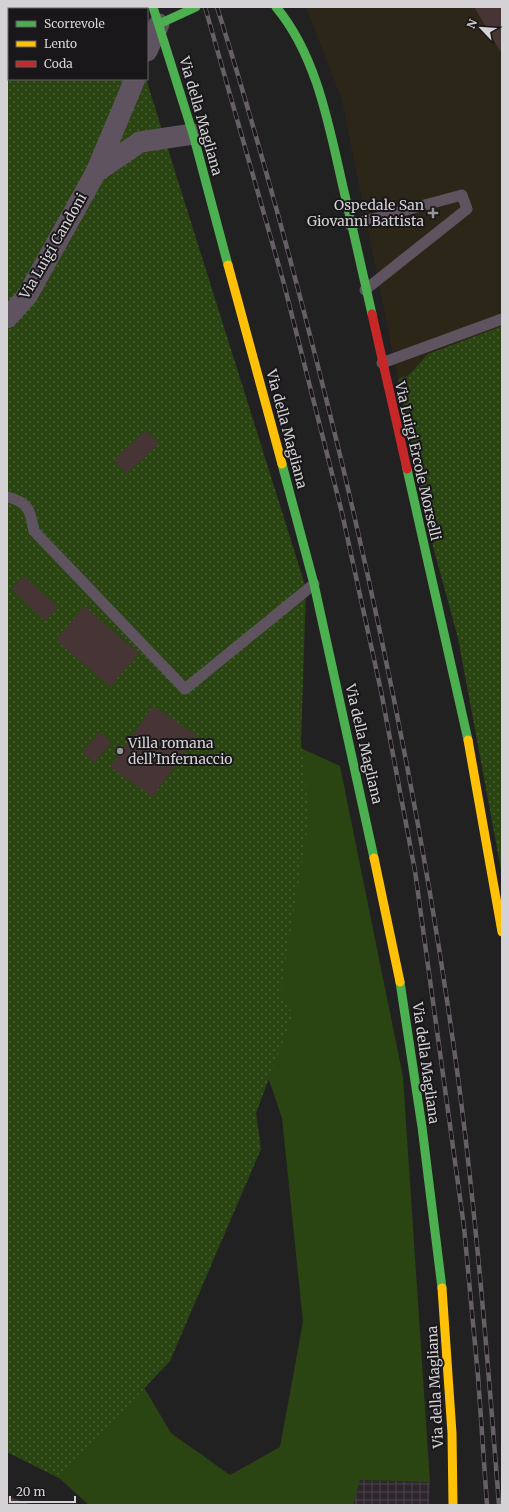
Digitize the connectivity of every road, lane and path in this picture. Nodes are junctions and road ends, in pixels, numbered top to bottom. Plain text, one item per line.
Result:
1 (196, 7) edge
2 (276, 7) edge
3 (156, 16) edge
4 (148, 47) edge
5 (135, 80) edge
6 (193, 134) junction
7 (96, 172) junction
8 (350, 225) junction
9 (365, 290) junction
10 (7, 318) edge
11 (502, 318) edge
12 (382, 363) junction
13 (7, 497) edge
14 (314, 584) junction
15 (502, 932) edge
16 (453, 1505) edge

1 - 3 main road
2 - 8 main road, Via Luigi Ercole Morselli
3 - 4 street
3 - 6 main road, Via della Magliana
5 - 7 street, Via Luigi Candoni
6 - 7 street, Via Luigi Candoni
6 - 14 main road, Via della Magliana
7 - 10 street, Via Luigi Candoni
8 - 9 main road, Via Luigi Ercole Morselli
8 - 9 lane
9 - 12 main road, Via Luigi Ercole Morselli
11 - 12 lane
12 - 15 main road, Via Luigi Ercole Morselli
13 - 14 lane
14 - 16 main road, Via della Magliana

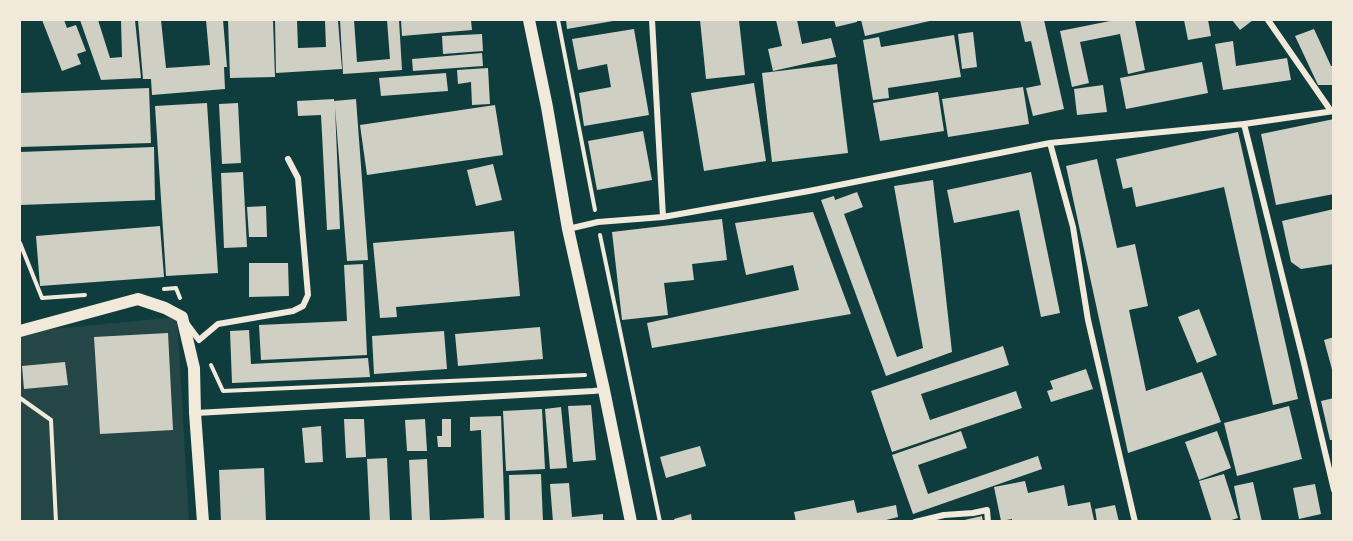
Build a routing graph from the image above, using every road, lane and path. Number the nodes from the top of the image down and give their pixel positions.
1 (529, 20) edge
2 (558, 20) edge
3 (652, 20) edge
4 (1268, 20) edge
5 (1332, 111) edge
6 (1244, 124) junction
7 (1050, 143) junction
8 (288, 159) dead end
9 (663, 217) junction
10 (598, 222) junction
11 (568, 229) junction
12 (20, 243) edge
13 (154, 290) dead end
14 (87, 295) dead end
15 (181, 299) dead end
16 (182, 317) junction
17 (20, 329) edge
18 (199, 340) junction
19 (592, 375) dead end
20 (604, 390) junction
21 (20, 398) edge
22 (195, 413) junction
23 (1334, 490) edge
24 (56, 522) edge
25 (203, 522) edge
26 (631, 522) edge
27 (660, 522) edge
28 (915, 522) edge
29 (988, 522) edge
30 (1135, 522) edge

1 - 11 main road
2 - 10 path
3 - 9 street
4 - 5 street
5 - 6 street
6 - 7 street
6 - 23 street
7 - 9 street
7 - 30 street
8 - 18 street
9 - 10 street
10 - 11 street
10 - 27 path
11 - 20 main road
12 - 14 path
13 - 15 path
16 - 17 main road
16 - 18 street
16 - 22 main road
18 - 19 path
20 - 22 street
20 - 26 main road
21 - 24 path
22 - 25 main road
28 - 29 street

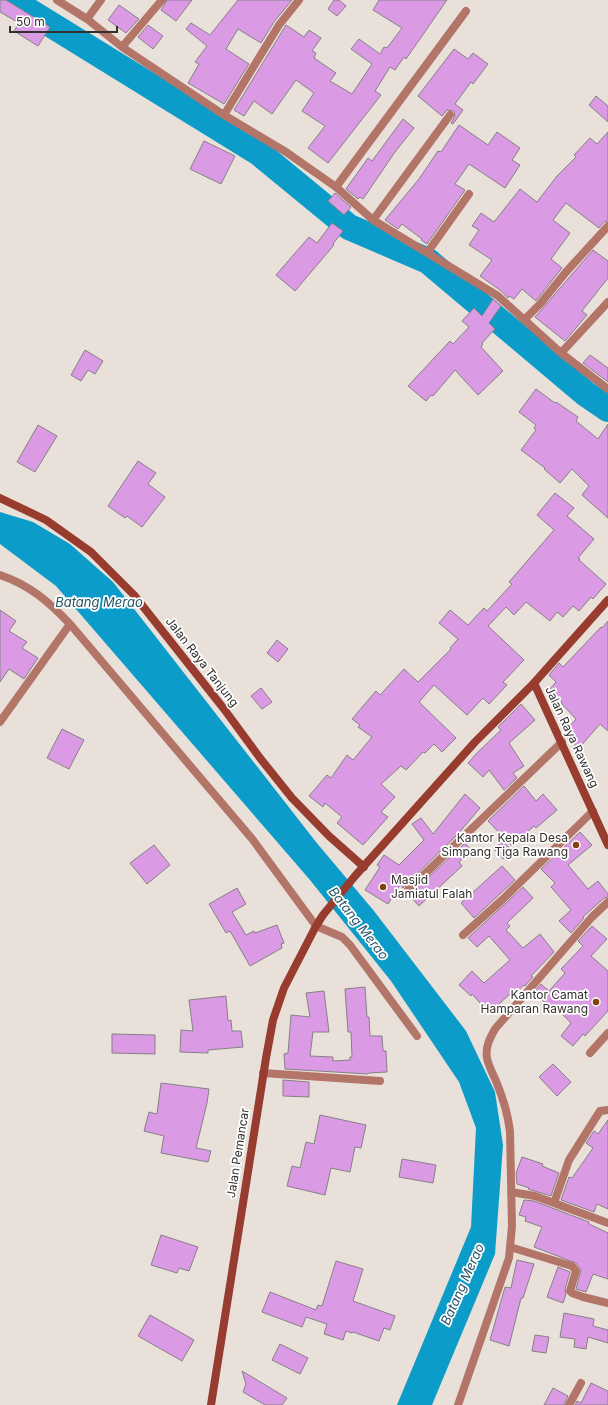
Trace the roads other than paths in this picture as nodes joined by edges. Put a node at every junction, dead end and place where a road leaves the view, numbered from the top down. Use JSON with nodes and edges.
{"nodes":[{"id":1,"x":57,"y":0,"type":"edge"},
{"id":2,"x":101,"y":0,"type":"edge"},
{"id":3,"x":162,"y":0,"type":"edge"},
{"id":4,"x":299,"y":0,"type":"edge"},
{"id":5,"x":466,"y":10,"type":"dead end"},
{"id":6,"x":87,"y":19,"type":"junction"},
{"id":7,"x":122,"y":47,"type":"junction"},
{"id":8,"x":224,"y":115,"type":"junction"},
{"id":9,"x":450,"y":115,"type":"dead end"},
{"id":10,"x":336,"y":187,"type":"junction"},
{"id":11,"x":469,"y":194,"type":"dead end"},
{"id":12,"x":373,"y":220,"type":"junction"},
{"id":13,"x":608,"y":226,"type":"edge"},
{"id":14,"x":427,"y":253,"type":"junction"},
{"id":15,"x":608,"y":302,"type":"edge"},
{"id":16,"x":524,"y":320,"type":"junction"},
{"id":17,"x":561,"y":353,"type":"junction"},
{"id":18,"x":608,"y":389,"type":"edge"},
{"id":19,"x":0,"y":498,"type":"edge"},
{"id":20,"x":0,"y":575,"type":"edge"},
{"id":21,"x":608,"y":600,"type":"edge"},
{"id":22,"x":70,"y":624,"type":"junction"},
{"id":23,"x":534,"y":683,"type":"junction"},
{"id":24,"x":0,"y":722,"type":"edge"},
{"id":25,"x":562,"y":742,"type":"junction"},
{"id":26,"x":593,"y":811,"type":"junction"},
{"id":27,"x":608,"y":845,"type":"edge"},
{"id":28,"x":364,"y":867,"type":"junction"},
{"id":29,"x":408,"y":890,"type":"dead end"},
{"id":30,"x":608,"y":902,"type":"edge"},
{"id":31,"x":316,"y":926,"type":"junction"},
{"id":32,"x":463,"y":935,"type":"dead end"},
{"id":33,"x":608,"y":1033,"type":"edge"},
{"id":34,"x":417,"y":1036,"type":"dead end"},
{"id":35,"x":590,"y":1053,"type":"dead end"},
{"id":36,"x":263,"y":1073,"type":"junction"},
{"id":37,"x":380,"y":1081,"type":"dead end"},
{"id":38,"x":608,"y":1110,"type":"edge"},
{"id":39,"x":511,"y":1192,"type":"junction"},
{"id":40,"x":554,"y":1203,"type":"junction"},
{"id":41,"x":608,"y":1223,"type":"edge"},
{"id":42,"x":510,"y":1247,"type":"junction"},
{"id":43,"x":608,"y":1303,"type":"edge"},
{"id":44,"x":581,"y":1383,"type":"dead end"},
{"id":45,"x":460,"y":1404,"type":"edge"},
{"id":46,"x":210,"y":1405,"type":"edge"},
{"id":47,"x":569,"y":1405,"type":"edge"}],
"edges":[{"from":1,"to":6,"type":"street"},
{"from":2,"to":6,"type":"street"},
{"from":3,"to":7,"type":"street"},
{"from":4,"to":8,"type":"street"},
{"from":5,"to":10,"type":"street"},
{"from":6,"to":7,"type":"street"},
{"from":7,"to":8,"type":"street"},
{"from":8,"to":10,"type":"street"},
{"from":9,"to":12,"type":"street"},
{"from":10,"to":12,"type":"street"},
{"from":11,"to":14,"type":"street"},
{"from":12,"to":14,"type":"street"},
{"from":13,"to":16,"type":"street"},
{"from":14,"to":16,"type":"street"},
{"from":15,"to":17,"type":"street"},
{"from":16,"to":17,"type":"street"},
{"from":17,"to":18,"type":"street"},
{"from":19,"to":28,"type":"main road","name":"Jalan Raya Tanjung"},
{"from":20,"to":22,"type":"street"},
{"from":21,"to":23,"type":"main road","name":"Jalan Pemancar"},
{"from":22,"to":24,"type":"street"},
{"from":22,"to":31,"type":"street"},
{"from":23,"to":25,"type":"main road","name":"Jalan Raya Rawang"},
{"from":23,"to":28,"type":"main road","name":"Jalan Pemancar"},
{"from":25,"to":26,"type":"main road","name":"Jalan Raya Rawang"},
{"from":25,"to":29,"type":"street"},
{"from":26,"to":27,"type":"main road","name":"Jalan Raya Rawang"},
{"from":26,"to":32,"type":"street"},
{"from":28,"to":31,"type":"main road","name":"Jalan Pemancar"},
{"from":30,"to":39,"type":"street"},
{"from":31,"to":34,"type":"street"},
{"from":31,"to":36,"type":"main road","name":"Jalan Pemancar"},
{"from":33,"to":35,"type":"street"},
{"from":36,"to":37,"type":"street"},
{"from":36,"to":46,"type":"main road","name":"Jalan Pemancar"},
{"from":38,"to":40,"type":"street"},
{"from":39,"to":40,"type":"street"},
{"from":39,"to":42,"type":"street"},
{"from":40,"to":41,"type":"street"},
{"from":42,"to":43,"type":"street"},
{"from":42,"to":45,"type":"street"},
{"from":44,"to":47,"type":"street"}]}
++++++++++++++++++++
All of the data should come back exactly as written, but without pictures.

Response box ->
Digitize the connectivity of every road, lane and path in this picture. Nodes are junctions and road ends, in pixels, numbered top to bottom. Plain text, one item per line.
Result:
1 (196, 7) edge
2 (276, 7) edge
3 (156, 16) edge
4 (148, 47) edge
5 (135, 80) edge
6 (193, 134) junction
7 (96, 172) junction
8 (350, 225) junction
9 (365, 290) junction
10 (7, 318) edge
11 (502, 318) edge
12 (382, 363) junction
13 (7, 497) edge
14 (314, 584) junction
15 (502, 932) edge
16 (453, 1505) edge

1 - 3 main road
2 - 8 main road, Via Luigi Ercole Morselli
3 - 4 street
3 - 6 main road, Via della Magliana
5 - 7 street, Via Luigi Candoni
6 - 7 street, Via Luigi Candoni
6 - 14 main road, Via della Magliana
7 - 10 street, Via Luigi Candoni
8 - 9 main road, Via Luigi Ercole Morselli
8 - 9 lane
9 - 12 main road, Via Luigi Ercole Morselli
11 - 12 lane
12 - 15 main road, Via Luigi Ercole Morselli
13 - 14 lane
14 - 16 main road, Via della Magliana

Build a routing graph from the image above, using every road, lane and path. Number the nodes from the top of the image down and give their pixel positions.
1 (529, 20) edge
2 (558, 20) edge
3 (652, 20) edge
4 (1268, 20) edge
5 (1332, 111) edge
6 (1244, 124) junction
7 (1050, 143) junction
8 (288, 159) dead end
9 (663, 217) junction
10 (598, 222) junction
11 (568, 229) junction
12 (20, 243) edge
13 (154, 290) dead end
14 (87, 295) dead end
15 (181, 299) dead end
16 (182, 317) junction
17 (20, 329) edge
18 (199, 340) junction
19 (592, 375) dead end
20 (604, 390) junction
21 (20, 398) edge
22 (195, 413) junction
23 (1334, 490) edge
24 (56, 522) edge
25 (203, 522) edge
26 (631, 522) edge
27 (660, 522) edge
28 (915, 522) edge
29 (988, 522) edge
30 (1135, 522) edge

1 - 11 main road
2 - 10 path
3 - 9 street
4 - 5 street
5 - 6 street
6 - 7 street
6 - 23 street
7 - 9 street
7 - 30 street
8 - 18 street
9 - 10 street
10 - 11 street
10 - 27 path
11 - 20 main road
12 - 14 path
13 - 15 path
16 - 17 main road
16 - 18 street
16 - 22 main road
18 - 19 path
20 - 22 street
20 - 26 main road
21 - 24 path
22 - 25 main road
28 - 29 street

Trace the roads other than paths in this picture as nodes joined by edges. Put a node at every junction, dead end and place where a road leaves the view, numbered from the top down. Use JSON with nodes and edges.
{"nodes":[{"id":1,"x":57,"y":0,"type":"edge"},
{"id":2,"x":101,"y":0,"type":"edge"},
{"id":3,"x":162,"y":0,"type":"edge"},
{"id":4,"x":299,"y":0,"type":"edge"},
{"id":5,"x":466,"y":10,"type":"dead end"},
{"id":6,"x":87,"y":19,"type":"junction"},
{"id":7,"x":122,"y":47,"type":"junction"},
{"id":8,"x":224,"y":115,"type":"junction"},
{"id":9,"x":450,"y":115,"type":"dead end"},
{"id":10,"x":336,"y":187,"type":"junction"},
{"id":11,"x":469,"y":194,"type":"dead end"},
{"id":12,"x":373,"y":220,"type":"junction"},
{"id":13,"x":608,"y":226,"type":"edge"},
{"id":14,"x":427,"y":253,"type":"junction"},
{"id":15,"x":608,"y":302,"type":"edge"},
{"id":16,"x":524,"y":320,"type":"junction"},
{"id":17,"x":561,"y":353,"type":"junction"},
{"id":18,"x":608,"y":389,"type":"edge"},
{"id":19,"x":0,"y":498,"type":"edge"},
{"id":20,"x":0,"y":575,"type":"edge"},
{"id":21,"x":608,"y":600,"type":"edge"},
{"id":22,"x":70,"y":624,"type":"junction"},
{"id":23,"x":534,"y":683,"type":"junction"},
{"id":24,"x":0,"y":722,"type":"edge"},
{"id":25,"x":562,"y":742,"type":"junction"},
{"id":26,"x":593,"y":811,"type":"junction"},
{"id":27,"x":608,"y":845,"type":"edge"},
{"id":28,"x":364,"y":867,"type":"junction"},
{"id":29,"x":408,"y":890,"type":"dead end"},
{"id":30,"x":608,"y":902,"type":"edge"},
{"id":31,"x":316,"y":926,"type":"junction"},
{"id":32,"x":463,"y":935,"type":"dead end"},
{"id":33,"x":608,"y":1033,"type":"edge"},
{"id":34,"x":417,"y":1036,"type":"dead end"},
{"id":35,"x":590,"y":1053,"type":"dead end"},
{"id":36,"x":263,"y":1073,"type":"junction"},
{"id":37,"x":380,"y":1081,"type":"dead end"},
{"id":38,"x":608,"y":1110,"type":"edge"},
{"id":39,"x":511,"y":1192,"type":"junction"},
{"id":40,"x":554,"y":1203,"type":"junction"},
{"id":41,"x":608,"y":1223,"type":"edge"},
{"id":42,"x":510,"y":1247,"type":"junction"},
{"id":43,"x":608,"y":1303,"type":"edge"},
{"id":44,"x":581,"y":1383,"type":"dead end"},
{"id":45,"x":460,"y":1404,"type":"edge"},
{"id":46,"x":210,"y":1405,"type":"edge"},
{"id":47,"x":569,"y":1405,"type":"edge"}],
"edges":[{"from":1,"to":6,"type":"street"},
{"from":2,"to":6,"type":"street"},
{"from":3,"to":7,"type":"street"},
{"from":4,"to":8,"type":"street"},
{"from":5,"to":10,"type":"street"},
{"from":6,"to":7,"type":"street"},
{"from":7,"to":8,"type":"street"},
{"from":8,"to":10,"type":"street"},
{"from":9,"to":12,"type":"street"},
{"from":10,"to":12,"type":"street"},
{"from":11,"to":14,"type":"street"},
{"from":12,"to":14,"type":"street"},
{"from":13,"to":16,"type":"street"},
{"from":14,"to":16,"type":"street"},
{"from":15,"to":17,"type":"street"},
{"from":16,"to":17,"type":"street"},
{"from":17,"to":18,"type":"street"},
{"from":19,"to":28,"type":"main road","name":"Jalan Raya Tanjung"},
{"from":20,"to":22,"type":"street"},
{"from":21,"to":23,"type":"main road","name":"Jalan Pemancar"},
{"from":22,"to":24,"type":"street"},
{"from":22,"to":31,"type":"street"},
{"from":23,"to":25,"type":"main road","name":"Jalan Raya Rawang"},
{"from":23,"to":28,"type":"main road","name":"Jalan Pemancar"},
{"from":25,"to":26,"type":"main road","name":"Jalan Raya Rawang"},
{"from":25,"to":29,"type":"street"},
{"from":26,"to":27,"type":"main road","name":"Jalan Raya Rawang"},
{"from":26,"to":32,"type":"street"},
{"from":28,"to":31,"type":"main road","name":"Jalan Pemancar"},
{"from":30,"to":39,"type":"street"},
{"from":31,"to":34,"type":"street"},
{"from":31,"to":36,"type":"main road","name":"Jalan Pemancar"},
{"from":33,"to":35,"type":"street"},
{"from":36,"to":37,"type":"street"},
{"from":36,"to":46,"type":"main road","name":"Jalan Pemancar"},
{"from":38,"to":40,"type":"street"},
{"from":39,"to":40,"type":"street"},
{"from":39,"to":42,"type":"street"},
{"from":40,"to":41,"type":"street"},
{"from":42,"to":43,"type":"street"},
{"from":42,"to":45,"type":"street"},
{"from":44,"to":47,"type":"street"}]}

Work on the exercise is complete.